I’ve been feeling antsy, and gulping down books in an effort to squash summery mugginess. In the past two days I’ve breezed through five books–the latter five on my list of seventy books read so far. Three books have stood out.
Published in 1959, its story chronicles pre-colonial life in the south-eastern part of Nigeria and the arrival of the Europeans during the late nineteenth century.
One: Things Fall Apart, a book we’d been assigned to read in high school–one that hadn’t held my attention long enough for me to finish it. By section three, when the white man and his horse had arrived at the African village to convert everyone once over into Christians, I could understand why we had been assigned it. It mirrored Conrad’s Heart of Darkness, but with a far more sympathetic and grounded portrayal of the fictitious African society.
By section three, all I could hear in my head was: White Man’s Burden. White Man’s Burden. White Man’s Burden. I kept naively wishing that the African society in Things Fall Apart could remain as it’d been described…before the Christian converts came riding along with their horses, religion, and forceful government. But that would be to rewrite fiction! ….and to rewrite history.
Soviet Daughter provides a window into the life of a rebellious, independent woman coming of age in the USSR, and the impact of her story and her spirit on her American great-granddaughter.
The second: Soviet Daughter, a comic about the author’s great grandmother who’d grown up impoverished amid World War II. The great grandmother had been fiercely independent, the eldest of seven children, a typist, a nurse, and a survivor of the purges. The author occasionally interspersed sections with her own story identifying with her great grandmother, who, like her, was open-minded, political, and embraced the arts.
The book echoed of MAUS, a book about the author’s father’s experiences in the Holocaust.
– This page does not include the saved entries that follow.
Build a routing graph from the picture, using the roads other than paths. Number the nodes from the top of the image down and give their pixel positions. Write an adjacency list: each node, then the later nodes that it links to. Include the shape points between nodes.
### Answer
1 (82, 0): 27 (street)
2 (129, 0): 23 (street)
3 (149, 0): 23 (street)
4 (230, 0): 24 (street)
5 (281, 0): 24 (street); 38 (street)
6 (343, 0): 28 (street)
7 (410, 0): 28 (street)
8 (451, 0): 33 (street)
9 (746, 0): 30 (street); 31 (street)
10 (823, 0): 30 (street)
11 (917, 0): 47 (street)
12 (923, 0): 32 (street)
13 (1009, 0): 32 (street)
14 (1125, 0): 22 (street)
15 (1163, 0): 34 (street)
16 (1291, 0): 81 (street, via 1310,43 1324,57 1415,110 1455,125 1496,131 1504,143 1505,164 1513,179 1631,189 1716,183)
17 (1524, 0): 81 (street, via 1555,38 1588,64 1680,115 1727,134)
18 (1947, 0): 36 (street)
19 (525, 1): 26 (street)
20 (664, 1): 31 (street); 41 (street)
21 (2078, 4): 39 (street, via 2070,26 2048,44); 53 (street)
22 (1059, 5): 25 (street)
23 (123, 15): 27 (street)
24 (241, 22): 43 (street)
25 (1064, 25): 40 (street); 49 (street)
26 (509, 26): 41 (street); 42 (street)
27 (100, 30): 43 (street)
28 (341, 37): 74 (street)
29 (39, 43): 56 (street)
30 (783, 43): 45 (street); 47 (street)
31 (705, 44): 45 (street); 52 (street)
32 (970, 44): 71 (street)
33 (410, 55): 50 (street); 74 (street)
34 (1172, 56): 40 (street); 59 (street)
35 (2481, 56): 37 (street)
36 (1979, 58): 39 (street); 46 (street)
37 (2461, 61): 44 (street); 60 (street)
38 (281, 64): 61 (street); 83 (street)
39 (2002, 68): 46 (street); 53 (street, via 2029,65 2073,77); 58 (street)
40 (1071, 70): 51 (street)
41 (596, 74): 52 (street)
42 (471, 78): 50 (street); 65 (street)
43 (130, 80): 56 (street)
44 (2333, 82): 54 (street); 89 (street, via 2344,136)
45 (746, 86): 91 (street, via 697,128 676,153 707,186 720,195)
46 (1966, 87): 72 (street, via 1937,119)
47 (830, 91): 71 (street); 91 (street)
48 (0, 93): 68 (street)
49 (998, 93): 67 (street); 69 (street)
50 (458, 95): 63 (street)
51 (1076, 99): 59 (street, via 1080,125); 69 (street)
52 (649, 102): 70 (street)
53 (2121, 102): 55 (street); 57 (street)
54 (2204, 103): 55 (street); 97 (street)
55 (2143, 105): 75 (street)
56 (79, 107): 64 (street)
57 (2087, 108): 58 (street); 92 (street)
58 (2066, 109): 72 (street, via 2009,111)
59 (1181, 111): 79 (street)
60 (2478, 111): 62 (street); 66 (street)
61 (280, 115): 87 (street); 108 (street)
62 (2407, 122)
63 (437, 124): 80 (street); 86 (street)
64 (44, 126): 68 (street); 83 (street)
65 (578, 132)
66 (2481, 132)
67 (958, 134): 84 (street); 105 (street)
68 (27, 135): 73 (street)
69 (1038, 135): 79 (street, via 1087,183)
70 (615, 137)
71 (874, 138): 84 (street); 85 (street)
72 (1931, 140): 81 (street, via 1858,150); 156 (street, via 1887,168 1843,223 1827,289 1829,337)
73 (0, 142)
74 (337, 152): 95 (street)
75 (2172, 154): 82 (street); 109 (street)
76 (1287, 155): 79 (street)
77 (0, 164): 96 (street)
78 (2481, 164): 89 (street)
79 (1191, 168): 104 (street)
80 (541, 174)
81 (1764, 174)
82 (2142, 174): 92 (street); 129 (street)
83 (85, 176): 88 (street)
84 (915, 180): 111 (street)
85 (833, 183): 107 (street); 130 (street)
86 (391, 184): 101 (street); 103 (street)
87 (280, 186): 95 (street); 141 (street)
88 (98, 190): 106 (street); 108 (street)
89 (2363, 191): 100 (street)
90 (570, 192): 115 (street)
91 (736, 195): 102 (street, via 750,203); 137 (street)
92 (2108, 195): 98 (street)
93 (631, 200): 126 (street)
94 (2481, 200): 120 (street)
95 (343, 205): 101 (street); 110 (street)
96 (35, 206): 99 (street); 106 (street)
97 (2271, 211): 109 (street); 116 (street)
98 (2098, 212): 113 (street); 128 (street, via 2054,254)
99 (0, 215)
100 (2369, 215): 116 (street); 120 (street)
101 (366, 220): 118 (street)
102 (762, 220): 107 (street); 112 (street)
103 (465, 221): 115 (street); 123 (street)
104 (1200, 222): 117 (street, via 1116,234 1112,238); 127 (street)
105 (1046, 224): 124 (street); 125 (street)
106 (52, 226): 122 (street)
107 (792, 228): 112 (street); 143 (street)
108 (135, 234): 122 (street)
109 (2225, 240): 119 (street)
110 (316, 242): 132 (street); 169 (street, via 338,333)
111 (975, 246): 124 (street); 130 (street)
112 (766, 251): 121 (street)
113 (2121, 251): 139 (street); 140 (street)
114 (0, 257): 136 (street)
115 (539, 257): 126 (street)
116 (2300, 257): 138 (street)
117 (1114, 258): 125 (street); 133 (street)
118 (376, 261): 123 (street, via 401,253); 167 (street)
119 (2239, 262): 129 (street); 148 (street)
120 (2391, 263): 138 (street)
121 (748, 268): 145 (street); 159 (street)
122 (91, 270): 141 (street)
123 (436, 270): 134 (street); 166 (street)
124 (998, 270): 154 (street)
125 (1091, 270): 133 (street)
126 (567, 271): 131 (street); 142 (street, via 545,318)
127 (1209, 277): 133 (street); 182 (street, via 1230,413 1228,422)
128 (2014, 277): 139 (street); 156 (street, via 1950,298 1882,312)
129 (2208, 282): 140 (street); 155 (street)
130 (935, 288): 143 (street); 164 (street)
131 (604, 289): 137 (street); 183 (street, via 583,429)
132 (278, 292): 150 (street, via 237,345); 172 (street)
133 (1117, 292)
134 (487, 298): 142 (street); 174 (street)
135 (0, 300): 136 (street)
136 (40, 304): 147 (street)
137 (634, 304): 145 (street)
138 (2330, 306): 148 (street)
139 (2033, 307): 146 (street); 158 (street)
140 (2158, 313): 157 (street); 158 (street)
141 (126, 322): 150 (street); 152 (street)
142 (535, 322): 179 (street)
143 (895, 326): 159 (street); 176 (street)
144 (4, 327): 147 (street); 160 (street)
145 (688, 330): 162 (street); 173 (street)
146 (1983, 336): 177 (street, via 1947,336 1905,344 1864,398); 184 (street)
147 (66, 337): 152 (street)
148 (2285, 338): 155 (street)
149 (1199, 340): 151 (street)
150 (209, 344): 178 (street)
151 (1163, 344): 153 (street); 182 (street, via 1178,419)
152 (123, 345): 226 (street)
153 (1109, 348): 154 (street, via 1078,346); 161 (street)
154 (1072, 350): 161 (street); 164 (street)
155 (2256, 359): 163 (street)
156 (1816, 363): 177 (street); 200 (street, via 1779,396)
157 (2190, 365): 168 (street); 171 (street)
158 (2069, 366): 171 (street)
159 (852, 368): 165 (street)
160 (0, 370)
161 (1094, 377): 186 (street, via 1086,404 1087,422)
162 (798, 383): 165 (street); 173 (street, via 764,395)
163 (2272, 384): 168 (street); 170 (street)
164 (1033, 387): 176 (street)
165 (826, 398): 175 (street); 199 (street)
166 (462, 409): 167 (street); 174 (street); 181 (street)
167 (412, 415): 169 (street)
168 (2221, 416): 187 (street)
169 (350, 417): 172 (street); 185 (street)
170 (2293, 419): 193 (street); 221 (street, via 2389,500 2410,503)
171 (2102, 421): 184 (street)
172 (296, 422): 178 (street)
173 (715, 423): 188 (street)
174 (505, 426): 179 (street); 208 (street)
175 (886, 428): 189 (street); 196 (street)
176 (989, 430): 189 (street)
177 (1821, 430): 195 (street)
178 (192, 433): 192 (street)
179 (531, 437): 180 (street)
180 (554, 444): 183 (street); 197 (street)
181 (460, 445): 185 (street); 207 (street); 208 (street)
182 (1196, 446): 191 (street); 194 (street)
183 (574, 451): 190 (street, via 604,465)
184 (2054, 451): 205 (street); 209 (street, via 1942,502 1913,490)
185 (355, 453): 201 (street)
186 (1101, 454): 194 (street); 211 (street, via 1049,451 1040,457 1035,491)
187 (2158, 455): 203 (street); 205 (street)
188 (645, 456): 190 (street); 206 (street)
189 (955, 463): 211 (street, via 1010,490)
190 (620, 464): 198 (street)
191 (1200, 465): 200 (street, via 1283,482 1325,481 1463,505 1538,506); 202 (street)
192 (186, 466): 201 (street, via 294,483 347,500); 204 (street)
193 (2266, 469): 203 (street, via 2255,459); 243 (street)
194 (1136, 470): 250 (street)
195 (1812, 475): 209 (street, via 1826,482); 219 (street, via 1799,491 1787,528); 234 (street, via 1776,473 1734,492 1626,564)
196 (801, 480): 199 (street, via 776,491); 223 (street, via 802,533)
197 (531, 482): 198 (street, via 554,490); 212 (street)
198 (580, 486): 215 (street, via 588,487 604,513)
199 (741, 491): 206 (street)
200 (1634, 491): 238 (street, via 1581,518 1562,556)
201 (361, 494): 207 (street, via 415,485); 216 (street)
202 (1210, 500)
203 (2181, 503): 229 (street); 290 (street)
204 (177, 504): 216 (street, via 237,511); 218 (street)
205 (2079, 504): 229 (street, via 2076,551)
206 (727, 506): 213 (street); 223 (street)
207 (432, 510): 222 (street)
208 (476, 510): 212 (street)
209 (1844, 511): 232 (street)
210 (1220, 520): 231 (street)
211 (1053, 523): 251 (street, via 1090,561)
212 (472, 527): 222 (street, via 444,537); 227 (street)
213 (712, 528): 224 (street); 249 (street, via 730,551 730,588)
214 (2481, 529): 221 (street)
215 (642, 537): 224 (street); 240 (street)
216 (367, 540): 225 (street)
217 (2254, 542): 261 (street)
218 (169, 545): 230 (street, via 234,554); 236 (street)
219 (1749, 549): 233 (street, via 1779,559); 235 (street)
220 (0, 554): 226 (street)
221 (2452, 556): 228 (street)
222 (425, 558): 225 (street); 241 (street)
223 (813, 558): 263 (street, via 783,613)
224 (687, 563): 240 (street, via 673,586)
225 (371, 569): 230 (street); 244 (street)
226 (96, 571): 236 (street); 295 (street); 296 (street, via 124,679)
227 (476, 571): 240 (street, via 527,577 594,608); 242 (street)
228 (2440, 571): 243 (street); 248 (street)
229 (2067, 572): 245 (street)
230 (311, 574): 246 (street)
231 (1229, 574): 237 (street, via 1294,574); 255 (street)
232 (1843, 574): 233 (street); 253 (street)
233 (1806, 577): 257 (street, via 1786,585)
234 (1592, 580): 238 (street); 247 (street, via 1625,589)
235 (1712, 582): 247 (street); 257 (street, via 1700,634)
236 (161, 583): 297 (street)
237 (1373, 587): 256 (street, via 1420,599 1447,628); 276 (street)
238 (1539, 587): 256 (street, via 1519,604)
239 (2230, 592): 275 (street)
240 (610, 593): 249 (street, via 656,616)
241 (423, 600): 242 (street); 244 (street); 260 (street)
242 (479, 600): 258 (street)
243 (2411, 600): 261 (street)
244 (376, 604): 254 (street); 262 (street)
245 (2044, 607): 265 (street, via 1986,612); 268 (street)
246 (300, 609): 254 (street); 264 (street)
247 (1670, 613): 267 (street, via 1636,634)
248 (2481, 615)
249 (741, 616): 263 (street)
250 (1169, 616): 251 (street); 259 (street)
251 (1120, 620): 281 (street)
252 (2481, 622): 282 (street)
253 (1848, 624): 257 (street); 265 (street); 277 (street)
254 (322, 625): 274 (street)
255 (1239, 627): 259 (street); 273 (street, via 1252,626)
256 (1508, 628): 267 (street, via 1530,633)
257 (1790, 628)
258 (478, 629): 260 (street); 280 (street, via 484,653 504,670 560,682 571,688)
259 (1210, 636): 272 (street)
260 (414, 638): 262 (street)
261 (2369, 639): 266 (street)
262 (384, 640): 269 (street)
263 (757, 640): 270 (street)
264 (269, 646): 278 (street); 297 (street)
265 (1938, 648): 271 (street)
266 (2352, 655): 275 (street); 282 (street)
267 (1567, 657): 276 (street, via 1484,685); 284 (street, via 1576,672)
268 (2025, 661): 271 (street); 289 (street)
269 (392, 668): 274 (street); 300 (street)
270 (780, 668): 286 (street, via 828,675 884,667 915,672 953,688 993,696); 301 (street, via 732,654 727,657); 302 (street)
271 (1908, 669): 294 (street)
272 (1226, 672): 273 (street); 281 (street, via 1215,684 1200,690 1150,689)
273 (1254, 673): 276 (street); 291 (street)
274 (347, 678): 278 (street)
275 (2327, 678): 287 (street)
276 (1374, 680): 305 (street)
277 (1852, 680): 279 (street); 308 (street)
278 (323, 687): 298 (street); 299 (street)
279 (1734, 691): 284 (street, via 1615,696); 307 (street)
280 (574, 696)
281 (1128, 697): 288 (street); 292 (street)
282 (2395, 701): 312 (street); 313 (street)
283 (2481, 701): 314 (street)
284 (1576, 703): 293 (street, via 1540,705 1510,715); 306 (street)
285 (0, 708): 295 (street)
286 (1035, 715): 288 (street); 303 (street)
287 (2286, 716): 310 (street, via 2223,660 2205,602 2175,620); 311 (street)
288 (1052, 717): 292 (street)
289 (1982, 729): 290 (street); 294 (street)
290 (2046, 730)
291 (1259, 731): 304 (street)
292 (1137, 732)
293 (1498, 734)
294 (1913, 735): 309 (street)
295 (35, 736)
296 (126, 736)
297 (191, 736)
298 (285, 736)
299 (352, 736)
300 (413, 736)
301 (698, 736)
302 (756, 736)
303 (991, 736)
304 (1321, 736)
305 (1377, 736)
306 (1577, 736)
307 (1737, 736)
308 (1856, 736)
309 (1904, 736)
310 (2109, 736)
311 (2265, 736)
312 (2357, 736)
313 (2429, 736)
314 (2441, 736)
It was a comic that catapulted itself into the ranks of visual literature. I’m guessing MAUS inspired a whole slew of historical biographical comics, such as the one on the atomic bomb in Japan, and then this girl’s great grandmother’s experiences in the USSR. Oh! The sociopolitical fumes of World War II linger….
The Founding Fathers tried to protect us from the threat they knew, the tyranny that overcame ancient democracy. Today, our political order faces new threats, not unlike the totalitarianism of the twentieth century.
Which brings me to the third book: On Tyranny. It not-so-subtly hinted at the pre-fascist-like tendencies that American politics has recently devolved into. It offered twenty tidbits of wisdom detailing how certain American norms have become vaguely reminiscent of those in Nazi Germany and East European Communist regimes during WWII. Its lessons were sound: investigate, beware the one-party state, be wary of the tendency to comply–as a citizen, as a professional. Why? Because institutions have risen and fallen and lied and slain and led people astray in a similar fashion.
Yet the irony lies in the fact that Americans who might benefit from reading this book, in heeding to the lessons of history, likely wouldn’t read it to begin with. I doubt that the masses–specifically, the subset of the population that tosses around the word “fake news” while consistently turning a blind eye to political lies–would ever pick up this book. Those who would pick up this book–people who enjoy reading about politics, thinking about politics–perhaps might be already aware of these 20 lessons, and might be politically active. Those who need to hear these 20 lessons most wouldn’t even begin to listen….
Those are my 2 meta-cents as I read through it. But I may be wrong. Of the three books, I’d most highly encourage others to read the third book, On Tyranny.